#### What is required
Go through the data below and report how many lines contain "Place"; the reply holds only that number.

#### Input
::::::

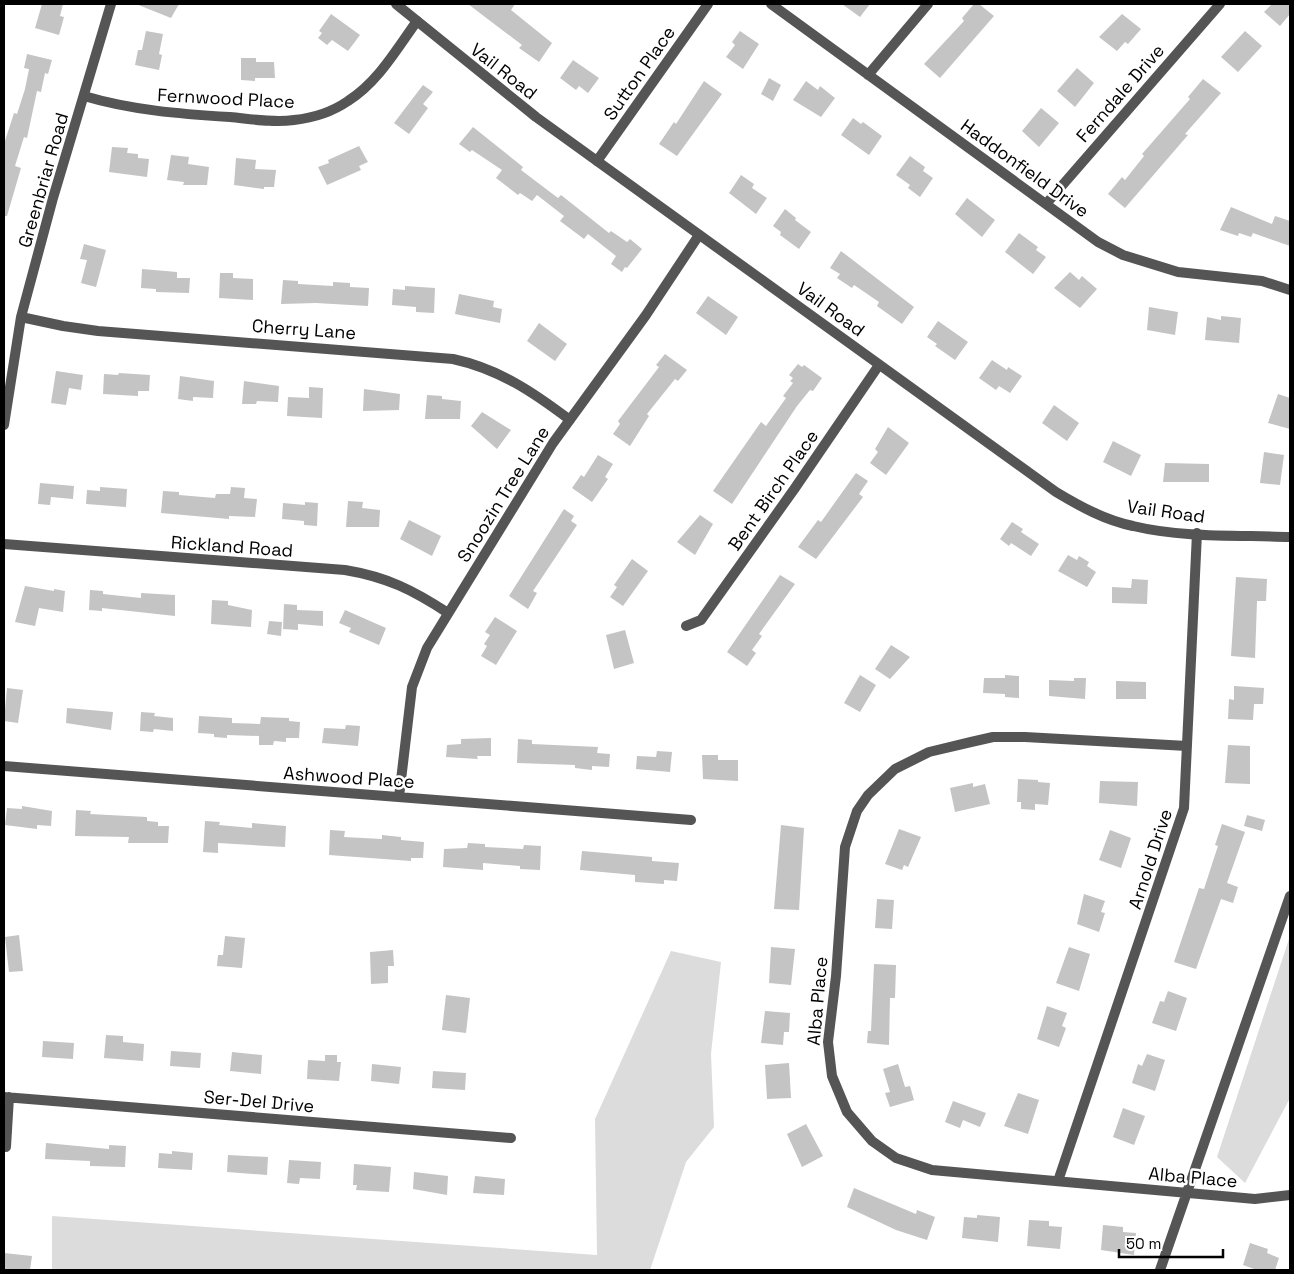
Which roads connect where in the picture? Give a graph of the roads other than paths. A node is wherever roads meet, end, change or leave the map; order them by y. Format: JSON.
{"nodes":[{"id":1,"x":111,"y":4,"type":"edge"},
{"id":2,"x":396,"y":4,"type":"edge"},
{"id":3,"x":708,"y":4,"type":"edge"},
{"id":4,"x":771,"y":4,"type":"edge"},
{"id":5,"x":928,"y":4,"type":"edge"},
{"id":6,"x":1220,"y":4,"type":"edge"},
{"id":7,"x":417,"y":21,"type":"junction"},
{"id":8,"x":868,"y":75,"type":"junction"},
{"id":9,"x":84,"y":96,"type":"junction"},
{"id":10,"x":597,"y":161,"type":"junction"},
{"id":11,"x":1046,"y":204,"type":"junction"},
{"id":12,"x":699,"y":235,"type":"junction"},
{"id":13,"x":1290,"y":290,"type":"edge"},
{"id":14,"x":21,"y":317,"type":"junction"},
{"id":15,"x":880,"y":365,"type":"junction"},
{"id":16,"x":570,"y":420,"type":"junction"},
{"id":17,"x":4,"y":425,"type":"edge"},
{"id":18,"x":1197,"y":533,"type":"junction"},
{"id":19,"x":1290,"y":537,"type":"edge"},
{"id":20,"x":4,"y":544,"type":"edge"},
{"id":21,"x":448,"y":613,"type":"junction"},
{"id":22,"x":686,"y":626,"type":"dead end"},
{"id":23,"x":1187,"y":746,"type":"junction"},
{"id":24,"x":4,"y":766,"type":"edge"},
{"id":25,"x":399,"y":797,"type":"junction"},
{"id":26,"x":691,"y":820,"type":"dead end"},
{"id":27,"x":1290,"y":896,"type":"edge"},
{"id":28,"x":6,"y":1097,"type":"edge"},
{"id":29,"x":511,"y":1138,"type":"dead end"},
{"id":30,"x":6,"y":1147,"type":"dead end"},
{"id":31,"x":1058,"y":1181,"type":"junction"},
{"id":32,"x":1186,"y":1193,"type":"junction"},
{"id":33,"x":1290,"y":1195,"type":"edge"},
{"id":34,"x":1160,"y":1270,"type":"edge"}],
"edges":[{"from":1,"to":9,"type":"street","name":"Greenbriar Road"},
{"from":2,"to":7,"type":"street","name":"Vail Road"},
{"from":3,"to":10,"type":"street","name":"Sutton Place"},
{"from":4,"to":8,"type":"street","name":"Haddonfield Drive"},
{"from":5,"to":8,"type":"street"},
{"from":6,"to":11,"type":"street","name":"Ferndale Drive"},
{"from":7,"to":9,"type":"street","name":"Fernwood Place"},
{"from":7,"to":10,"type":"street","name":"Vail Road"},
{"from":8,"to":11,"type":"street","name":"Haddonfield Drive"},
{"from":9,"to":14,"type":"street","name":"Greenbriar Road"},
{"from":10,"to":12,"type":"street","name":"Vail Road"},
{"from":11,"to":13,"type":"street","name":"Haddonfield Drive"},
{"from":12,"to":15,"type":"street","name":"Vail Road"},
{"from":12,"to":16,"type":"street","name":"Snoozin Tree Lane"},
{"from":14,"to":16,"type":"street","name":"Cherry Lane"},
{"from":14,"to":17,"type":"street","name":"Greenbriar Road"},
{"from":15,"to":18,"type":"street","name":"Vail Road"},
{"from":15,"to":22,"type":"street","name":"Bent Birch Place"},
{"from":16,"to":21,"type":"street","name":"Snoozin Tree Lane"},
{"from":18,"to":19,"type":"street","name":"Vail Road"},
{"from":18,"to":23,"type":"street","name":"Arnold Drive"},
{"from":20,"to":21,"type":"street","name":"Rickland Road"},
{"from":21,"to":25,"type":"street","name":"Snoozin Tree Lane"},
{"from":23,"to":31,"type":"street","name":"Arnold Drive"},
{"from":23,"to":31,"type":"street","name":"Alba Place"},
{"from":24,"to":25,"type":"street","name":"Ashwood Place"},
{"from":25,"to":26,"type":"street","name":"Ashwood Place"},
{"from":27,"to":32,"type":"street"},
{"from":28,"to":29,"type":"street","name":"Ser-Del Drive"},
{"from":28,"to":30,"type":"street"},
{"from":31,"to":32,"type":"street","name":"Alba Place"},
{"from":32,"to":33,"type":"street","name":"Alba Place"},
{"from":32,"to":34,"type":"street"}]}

::::::

#### Task result
8